In den landwirtschaftlichen Gebieten, wo 70 Prozent der Bevölkerung zu Hause sind, gibt es ein reges politisches Leben. Rund 200 Theatergruppen präsentieren kleine Stücke in englischer oder Schona- Sprache – bevorzugt beißende Satiren über die staatlichen Verhältnisse. Vornehmlich in diesen Regionen sind Menschenrechtsorganisationen wie Zimrights und die sehr angesehene Katholische Kommission für Frieden und Gerechtigkeit (CCJP) aktiv.

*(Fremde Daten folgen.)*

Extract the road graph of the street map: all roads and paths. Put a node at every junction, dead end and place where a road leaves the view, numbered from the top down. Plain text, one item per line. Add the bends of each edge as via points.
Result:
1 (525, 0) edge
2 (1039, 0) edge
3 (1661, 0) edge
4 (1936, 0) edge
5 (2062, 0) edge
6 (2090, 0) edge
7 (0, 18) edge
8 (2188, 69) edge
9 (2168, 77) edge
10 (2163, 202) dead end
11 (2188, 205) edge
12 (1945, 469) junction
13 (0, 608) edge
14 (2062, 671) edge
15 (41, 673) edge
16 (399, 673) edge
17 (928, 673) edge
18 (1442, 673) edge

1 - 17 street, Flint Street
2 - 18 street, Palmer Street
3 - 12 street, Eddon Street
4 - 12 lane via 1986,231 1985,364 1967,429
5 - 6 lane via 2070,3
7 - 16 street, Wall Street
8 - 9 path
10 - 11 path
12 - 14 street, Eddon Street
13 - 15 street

Sie organisieren Aufklärungsveranstaltungen für die Bevölkerung, zu denen sich an jedem Wochenende Hunderte begeisterter Menschen versammeln. Vereine und Kooperativen aller Art (Frauen, Ausländer, Eltern sowie religiöse Gruppen) sind ein fester Bestandteil im Leben der Menschen in der Stadt wie auf dem Land.

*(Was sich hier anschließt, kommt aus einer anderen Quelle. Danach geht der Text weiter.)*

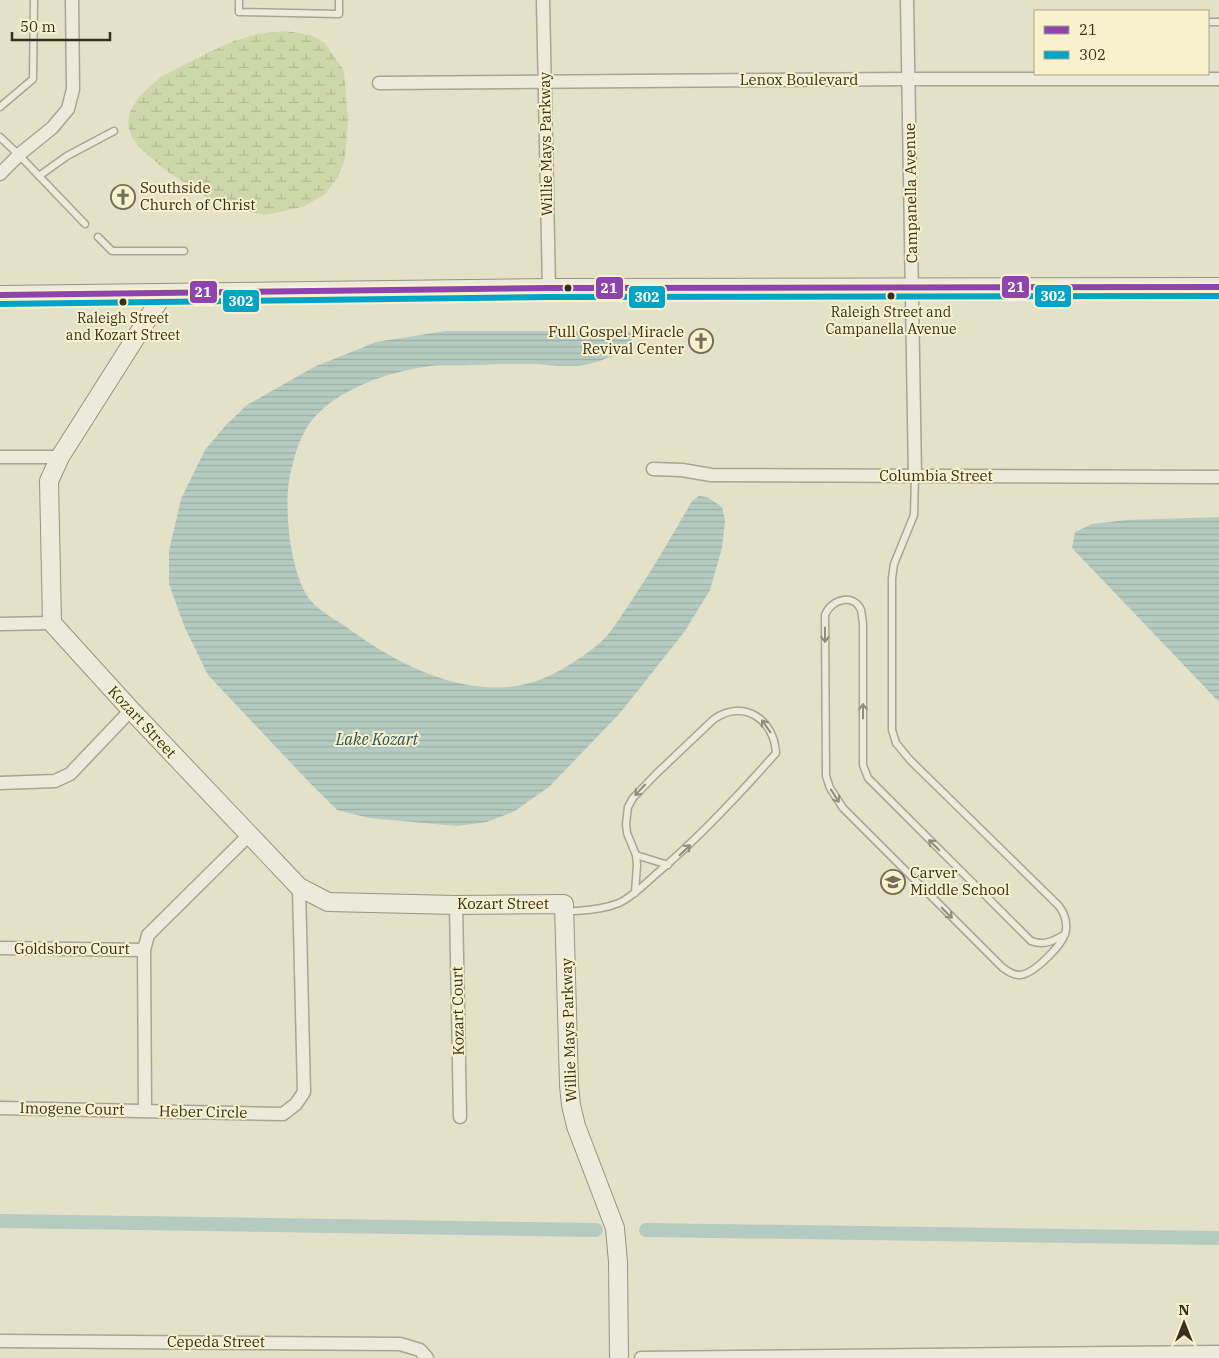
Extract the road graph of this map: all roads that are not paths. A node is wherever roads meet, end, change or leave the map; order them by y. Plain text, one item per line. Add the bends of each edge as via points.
1 (34, 0) edge
2 (72, 0) edge
3 (239, 0) edge
4 (339, 0) edge
5 (543, 0) edge
6 (907, 0) edge
7 (909, 79) junction
8 (1219, 79) edge
9 (545, 82) junction
10 (379, 83) dead end
11 (0, 107) edge
12 (114, 131) dead end
13 (0, 137) edge
14 (19, 154) junction
15 (0, 174) edge
16 (39, 176) junction
17 (85, 224) dead end
18 (98, 237) dead end
19 (184, 251) dead end
20 (912, 287) junction
21 (1219, 287) edge
22 (549, 288) junction
23 (164, 292) junction
24 (3, 293) edge
25 (0, 457) edge
26 (60, 457) junction
27 (654, 469) dead end
28 (915, 476) junction
29 (1219, 477) edge
30 (52, 623) junction
31 (0, 624) edge
32 (131, 710) junction
33 (0, 783) edge
34 (249, 835) junction
35 (636, 855) junction
36 (668, 865) junction
37 (299, 887) junction
38 (634, 893) junction
39 (456, 905) junction
40 (565, 908) junction
41 (1065, 934) junction
42 (0, 948) edge
43 (144, 950) junction
44 (0, 1108) edge
45 (144, 1110) junction
46 (460, 1117) dead end
47 (0, 1340) edge
48 (1219, 1352) edge
49 (427, 1358) edge
50 (619, 1358) edge
51 (641, 1358) edge

1 - 11 lane via 33,79
2 - 14 street via 73,89 68,109 52,128
3 - 4 lane via 239,12 339,14
5 - 9 street, Willie Mays Parkway
6 - 7 street, Campanella Avenue
7 - 8 street, Lenox Boulevard
7 - 9 street, Lenox Boulevard
7 - 20 street, Campanella Avenue
9 - 10 street, Lenox Boulevard
9 - 22 street, Willie Mays Parkway
12 - 16 lane via 67,156
13 - 14 lane
14 - 15 street
14 - 16 lane
16 - 17 lane
18 - 19 lane via 112,252
20 - 21 street
20 - 22 street
20 - 28 street, Campanella Avenue
22 - 23 street
23 - 24 street
23 - 26 street
25 - 26 street
26 - 30 street via 49,481
27 - 28 street, Columbia Street via 711,475
28 - 29 street, Columbia Street
28 - 41 lane via 914,515 894,564 892,578 892,730 896,743 1058,905 1065,916
30 - 31 street
30 - 32 street, Kozart Street
32 - 33 street via 70,774 55,781
32 - 34 street, Kozart Street
34 - 37 street, Kozart Street
34 - 43 street, Heber Circle via 148,934
35 - 36 lane
36 -> 35 lane via 776,753 768,726 759,717 747,712 723,713 633,798 626,824
35 - 38 lane
36 - 38 lane
37 - 39 street, Kozart Street via 328,902
37 - 45 street, Heber Circle via 304,1092 296,1104 283,1114
38 - 40 lane via 602,908
39 - 40 street, Kozart Street
39 - 46 street, Kozart Court
40 - 50 street, Willie Mays Parkway via 571,1105 615,1228
41 -> 41 lane via 1044,944 1030,941 868,778 863,765 863,622 860,608 853,602 838,601 831,605 825,615 826,776 835,799 1003,968 1023,975 1032,971
42 - 43 street, Goldsboro Court
43 - 45 street, Heber Circle
44 - 45 street, Imogene Court
47 - 49 street, Cepeda Street via 400,1344 420,1350
48 - 51 street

Organisationen, die in den fünfziger Jahren entstanden und dann von den Weißen unterdrückt wurden, erleben als Reaktion auf die Armut eine Renaissance. In den abgelegenen Regionen bieten sie Anlaufpunkte für die aus Harare abwandernden Menschenmassen. Führende Vertreter von Zimrights und CCJP – wie Margaret Dongo –, die sich insgeheim jahrelang mit so heiklen Angelegenheiten wie den Massakern der Armee im Matabeleland oder der Zwangsumsiedlung von Illegalen in Lager wie Porto Farm befaßt haben, werden mit Geldern internationaler Organisationen (wie der Soros-Stiftung) umworben. Noch kann man nicht sagen, ob die neuen Bündnispartner dieser wahrhaft demokratiebildenden Volksbewegung zum Schaden oder Nutzen gereichen werden.
Simbabwe ist ein Land voller Widersprüche. Vielleicht haben die letzten zehn Jahre die Zivilgesellschaft im Keim erstickt, doch die alten Werte, die schon den Befreiungskampf getragen haben, leben weiter. Die kommende Generation wird sie nicht vergessen.
dt. Christian Hansen
* Journalistin beim Londoner Guardian.